### What you will do
Where "street" appears in a line of the entries below, that line should be copied.

(Task inputs begins)

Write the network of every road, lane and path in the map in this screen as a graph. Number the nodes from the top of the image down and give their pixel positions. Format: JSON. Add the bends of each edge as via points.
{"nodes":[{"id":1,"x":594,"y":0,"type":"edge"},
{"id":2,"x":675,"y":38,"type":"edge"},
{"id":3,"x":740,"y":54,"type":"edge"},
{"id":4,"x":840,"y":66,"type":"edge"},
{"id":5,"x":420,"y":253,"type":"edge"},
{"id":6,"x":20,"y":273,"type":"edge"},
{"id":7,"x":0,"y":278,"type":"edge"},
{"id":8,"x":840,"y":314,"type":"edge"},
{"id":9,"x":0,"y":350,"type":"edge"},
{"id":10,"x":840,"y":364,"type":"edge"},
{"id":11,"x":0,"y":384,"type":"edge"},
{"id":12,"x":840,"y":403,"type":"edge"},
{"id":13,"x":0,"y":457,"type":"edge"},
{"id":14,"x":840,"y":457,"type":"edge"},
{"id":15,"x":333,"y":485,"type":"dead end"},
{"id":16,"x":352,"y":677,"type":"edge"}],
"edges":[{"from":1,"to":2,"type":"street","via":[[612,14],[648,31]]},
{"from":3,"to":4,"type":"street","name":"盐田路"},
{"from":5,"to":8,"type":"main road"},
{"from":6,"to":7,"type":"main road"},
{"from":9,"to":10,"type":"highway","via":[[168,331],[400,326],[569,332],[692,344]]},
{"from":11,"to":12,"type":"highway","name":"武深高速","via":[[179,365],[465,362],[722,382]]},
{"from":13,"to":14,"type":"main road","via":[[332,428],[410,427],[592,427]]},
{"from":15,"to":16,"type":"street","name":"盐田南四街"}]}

(Task inputs ends)

### Expected answer
"edges":[{"from":1,"to":2,"type":"street","via":[[612,14],[648,31]]},
{"from":3,"to":4,"type":"street","name":"盐田路"},
{"from":15,"to":16,"type":"street","name":"盐田南四街"}]}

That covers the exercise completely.